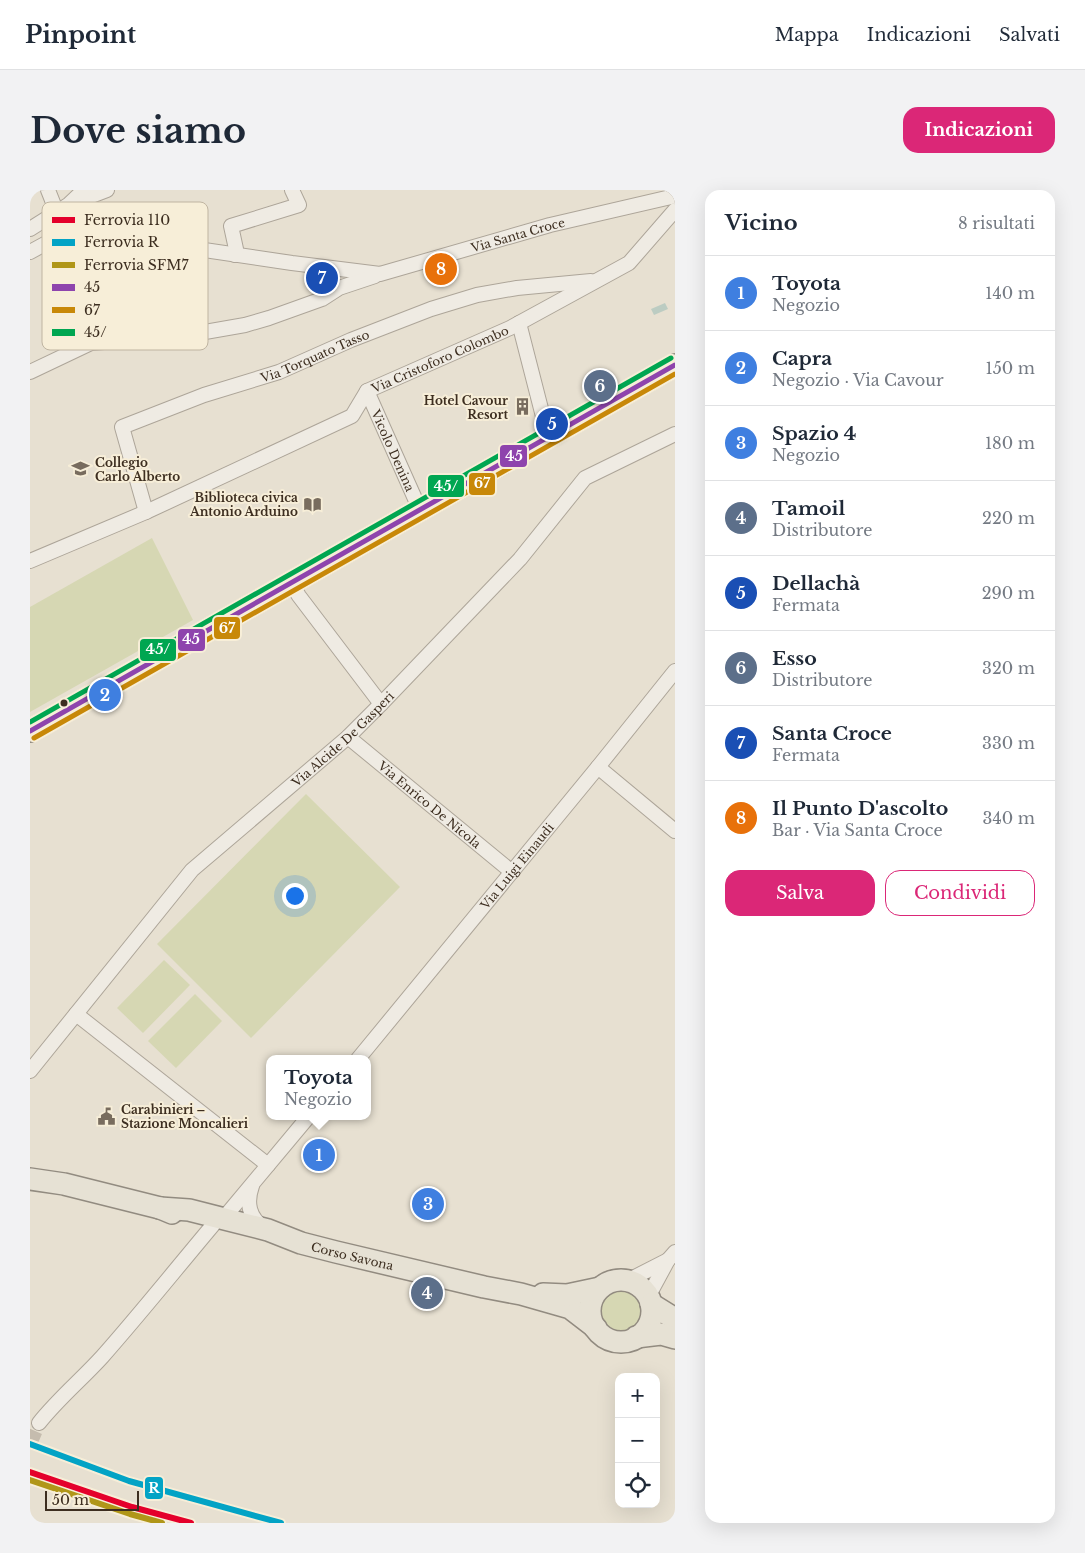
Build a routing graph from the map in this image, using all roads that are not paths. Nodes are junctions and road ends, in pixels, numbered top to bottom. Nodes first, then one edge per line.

---

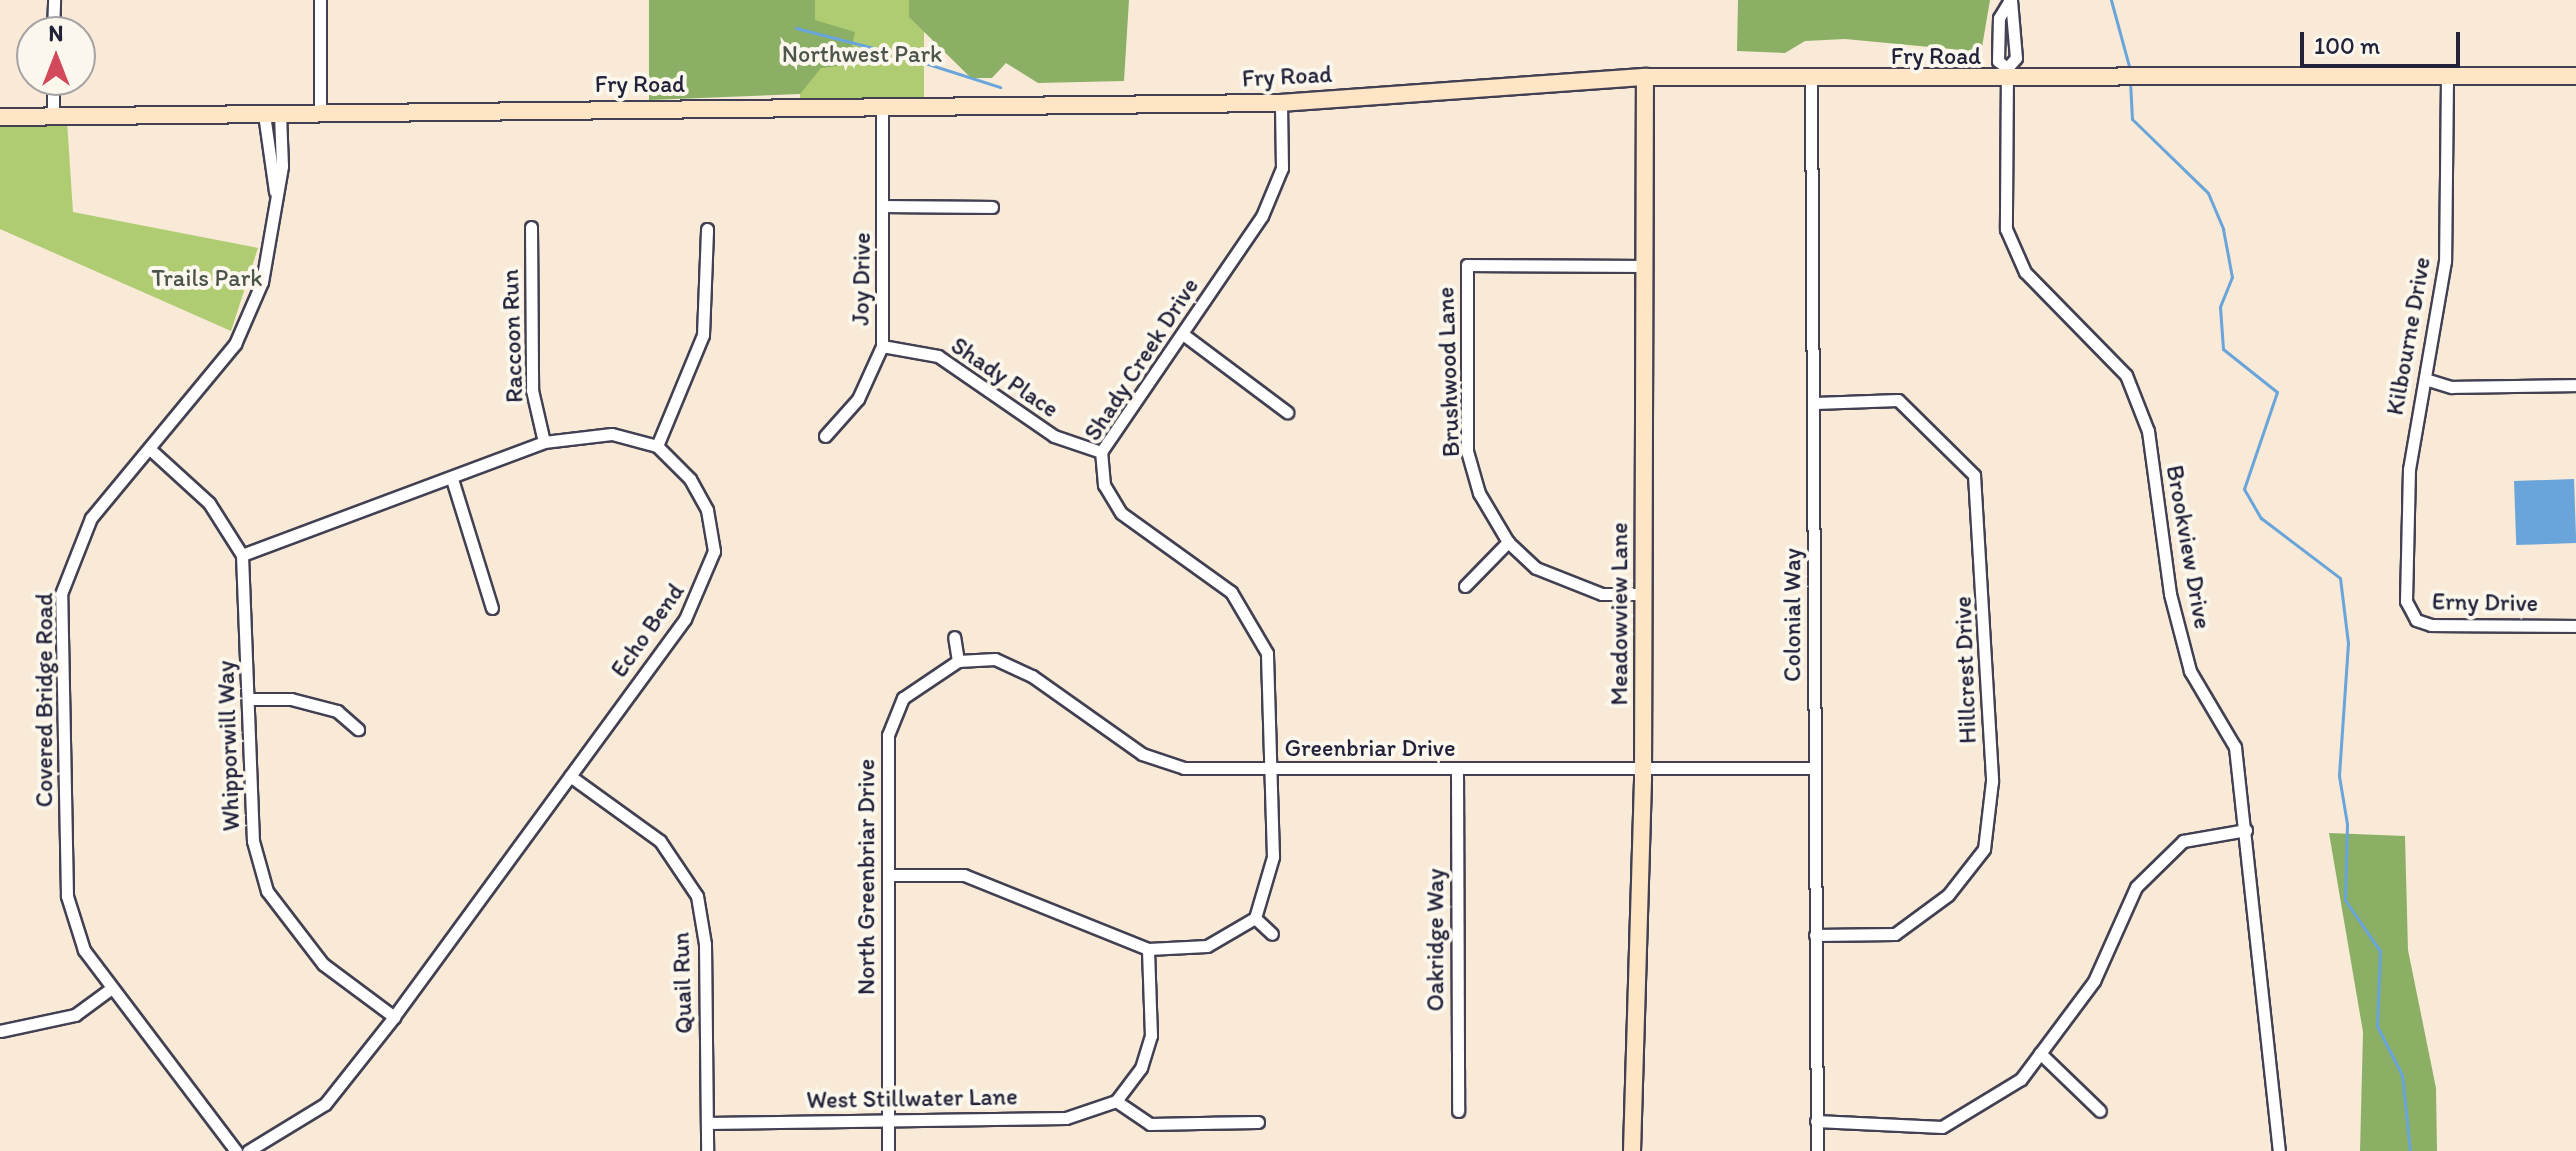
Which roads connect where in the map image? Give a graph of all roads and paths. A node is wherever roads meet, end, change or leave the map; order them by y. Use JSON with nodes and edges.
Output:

■ **EXERCISE PROMPT**
A single figure is required: the number of lines in the entries that hold the string "image".

■ **ANSWER TO THE EXERCISE**
2